NARRATOR: As another month passes since the attacks of 9-11, it has become clear that there are many kinds of victims dealing with the emotion from that day. In this NOVA News Minute, Steve Mirsky reports there's one victim for whom the twin towers are both a source of pain and honor.

LESLIE ROBERTSON (Engineer, World Trade Center): I did a lot of things that I don't think an older engineer would have-- would have bothered to do.

NARRATOR: He would engineer something taller than anything ever built before.

LESLIE ROBERTSON: I was charging down a different highway.

NARRATOR: That highway would take Leslie Robertson 110 stories into the sky, and his plan for the inside of the World Trade Center was just as bold and innovative.
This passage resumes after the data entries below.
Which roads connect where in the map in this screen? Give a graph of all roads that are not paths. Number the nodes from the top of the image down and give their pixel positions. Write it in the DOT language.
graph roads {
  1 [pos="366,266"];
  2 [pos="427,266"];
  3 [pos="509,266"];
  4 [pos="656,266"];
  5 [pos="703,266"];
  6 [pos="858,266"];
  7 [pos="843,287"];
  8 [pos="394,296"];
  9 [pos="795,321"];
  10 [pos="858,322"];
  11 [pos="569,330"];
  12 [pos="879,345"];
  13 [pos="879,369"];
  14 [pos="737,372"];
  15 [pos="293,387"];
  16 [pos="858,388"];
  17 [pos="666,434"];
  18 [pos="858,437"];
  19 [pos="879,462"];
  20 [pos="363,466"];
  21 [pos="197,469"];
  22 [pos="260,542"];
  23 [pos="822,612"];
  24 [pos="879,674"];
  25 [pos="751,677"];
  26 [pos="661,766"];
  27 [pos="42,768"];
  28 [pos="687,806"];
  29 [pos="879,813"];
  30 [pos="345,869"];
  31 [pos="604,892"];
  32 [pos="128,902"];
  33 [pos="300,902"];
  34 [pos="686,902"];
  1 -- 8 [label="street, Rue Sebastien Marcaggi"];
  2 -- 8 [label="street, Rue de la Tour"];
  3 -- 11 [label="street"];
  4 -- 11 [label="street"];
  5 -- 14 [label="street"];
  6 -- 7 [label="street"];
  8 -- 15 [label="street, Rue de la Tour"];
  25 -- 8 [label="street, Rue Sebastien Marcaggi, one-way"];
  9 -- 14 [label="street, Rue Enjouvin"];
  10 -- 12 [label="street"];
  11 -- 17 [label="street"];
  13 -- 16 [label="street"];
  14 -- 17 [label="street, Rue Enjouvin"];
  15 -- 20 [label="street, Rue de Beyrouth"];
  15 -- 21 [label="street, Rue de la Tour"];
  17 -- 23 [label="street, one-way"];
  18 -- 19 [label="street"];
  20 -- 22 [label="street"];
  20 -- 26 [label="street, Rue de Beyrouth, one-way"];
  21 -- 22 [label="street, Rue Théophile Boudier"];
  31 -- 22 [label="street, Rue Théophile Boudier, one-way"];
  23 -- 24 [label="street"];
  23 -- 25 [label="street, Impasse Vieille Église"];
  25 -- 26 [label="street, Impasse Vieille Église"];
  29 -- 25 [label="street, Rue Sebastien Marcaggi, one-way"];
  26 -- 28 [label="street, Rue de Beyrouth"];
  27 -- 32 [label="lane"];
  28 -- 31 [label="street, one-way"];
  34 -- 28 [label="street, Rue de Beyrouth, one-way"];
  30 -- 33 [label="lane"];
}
LESLIE ROBERTSON: The buildings of the past had columns spaced roughly 30 feet on center in all directions. And the issue with that is--it worked very well, but you have columns in spaces that you would like to rent.

NARRATOR: As shown by PBS's NOVA, he moved those columns to the outside walls, a design that first proved strong in 1993.

LESLIE ROBERTSON: The bombing I think created a lot of confidence in everyone's mind that the Trade Center was pretty sturdy.

NARRATOR: Engineers who assessed the disaster of 9-11 say the towers did a good job of standing long enough for thousands to escape. His office once had a view of the Twin Towers. But now the view is of Ground Zero.

LESLIE ROBERTSON: Ground Zero is a very disturbing place for me. I mean I probably have more emotional attachment to it than maybe any other person now alive.

NARRATOR: Although Robertson no longer sees his most daring achievement, it has brought him lasting honor. The National Buildings Museum has recognized him with their first ever prize for innovation in construction technology. I'm Steve Mirsky.